WHAT THIS TASK INVOLVES → Transcription task. Write out each entry verbatim and exclude any image.

[Data entries]
-- Opening Marker --

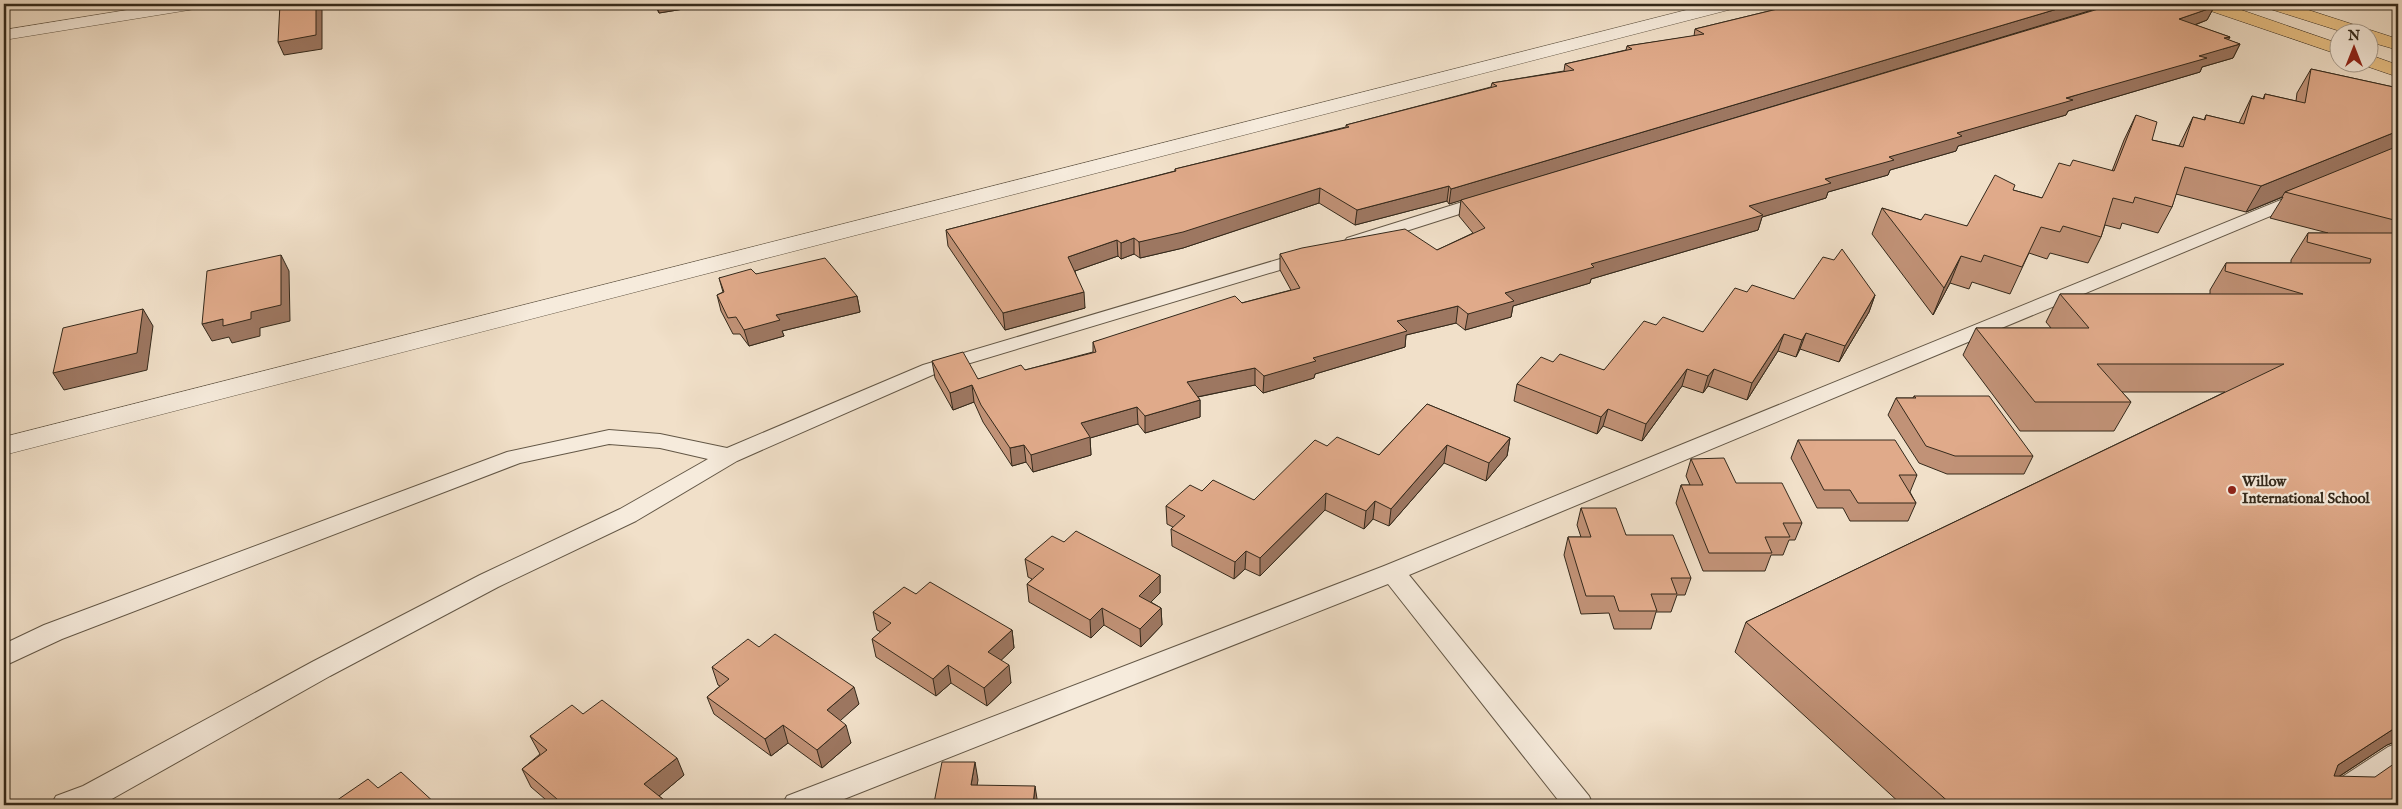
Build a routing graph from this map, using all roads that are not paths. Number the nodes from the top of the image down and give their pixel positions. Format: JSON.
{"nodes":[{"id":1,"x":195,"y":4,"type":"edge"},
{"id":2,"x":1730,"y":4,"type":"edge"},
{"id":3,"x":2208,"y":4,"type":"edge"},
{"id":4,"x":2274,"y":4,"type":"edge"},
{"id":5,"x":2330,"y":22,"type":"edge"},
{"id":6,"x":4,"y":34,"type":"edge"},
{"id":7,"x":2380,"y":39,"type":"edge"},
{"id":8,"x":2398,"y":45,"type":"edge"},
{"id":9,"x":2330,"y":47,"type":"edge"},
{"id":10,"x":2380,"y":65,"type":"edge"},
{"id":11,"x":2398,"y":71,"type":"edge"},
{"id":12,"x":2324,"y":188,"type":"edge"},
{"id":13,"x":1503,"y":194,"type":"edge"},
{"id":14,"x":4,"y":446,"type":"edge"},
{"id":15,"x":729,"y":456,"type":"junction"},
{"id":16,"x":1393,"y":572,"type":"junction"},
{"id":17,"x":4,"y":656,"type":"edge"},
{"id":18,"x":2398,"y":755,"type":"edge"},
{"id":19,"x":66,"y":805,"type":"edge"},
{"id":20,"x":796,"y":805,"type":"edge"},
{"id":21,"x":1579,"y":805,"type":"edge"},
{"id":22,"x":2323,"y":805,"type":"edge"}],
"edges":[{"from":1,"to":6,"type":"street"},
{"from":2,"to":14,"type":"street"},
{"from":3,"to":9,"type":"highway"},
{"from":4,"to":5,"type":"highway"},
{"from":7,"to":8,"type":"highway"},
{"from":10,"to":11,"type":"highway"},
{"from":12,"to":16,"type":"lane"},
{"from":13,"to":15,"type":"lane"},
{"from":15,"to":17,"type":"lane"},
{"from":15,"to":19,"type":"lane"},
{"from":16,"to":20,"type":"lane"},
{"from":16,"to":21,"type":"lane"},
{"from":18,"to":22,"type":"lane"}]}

-- Closing Marker --

RESPONSE TO THIS EXERCISE →
Build a routing graph from this map, using all roads that are not paths. Number the nodes from the top of the image down and give their pixel positions. Format: JSON.
{"nodes":[{"id":1,"x":195,"y":4,"type":"edge"},
{"id":2,"x":1730,"y":4,"type":"edge"},
{"id":3,"x":2208,"y":4,"type":"edge"},
{"id":4,"x":2274,"y":4,"type":"edge"},
{"id":5,"x":2330,"y":22,"type":"edge"},
{"id":6,"x":4,"y":34,"type":"edge"},
{"id":7,"x":2380,"y":39,"type":"edge"},
{"id":8,"x":2398,"y":45,"type":"edge"},
{"id":9,"x":2330,"y":47,"type":"edge"},
{"id":10,"x":2380,"y":65,"type":"edge"},
{"id":11,"x":2398,"y":71,"type":"edge"},
{"id":12,"x":2324,"y":188,"type":"edge"},
{"id":13,"x":1503,"y":194,"type":"edge"},
{"id":14,"x":4,"y":446,"type":"edge"},
{"id":15,"x":729,"y":456,"type":"junction"},
{"id":16,"x":1393,"y":572,"type":"junction"},
{"id":17,"x":4,"y":656,"type":"edge"},
{"id":18,"x":2398,"y":755,"type":"edge"},
{"id":19,"x":66,"y":805,"type":"edge"},
{"id":20,"x":796,"y":805,"type":"edge"},
{"id":21,"x":1579,"y":805,"type":"edge"},
{"id":22,"x":2323,"y":805,"type":"edge"}],
"edges":[{"from":1,"to":6,"type":"street"},
{"from":2,"to":14,"type":"street"},
{"from":3,"to":9,"type":"highway"},
{"from":4,"to":5,"type":"highway"},
{"from":7,"to":8,"type":"highway"},
{"from":10,"to":11,"type":"highway"},
{"from":12,"to":16,"type":"lane"},
{"from":13,"to":15,"type":"lane"},
{"from":15,"to":17,"type":"lane"},
{"from":15,"to":19,"type":"lane"},
{"from":16,"to":20,"type":"lane"},
{"from":16,"to":21,"type":"lane"},
{"from":18,"to":22,"type":"lane"}]}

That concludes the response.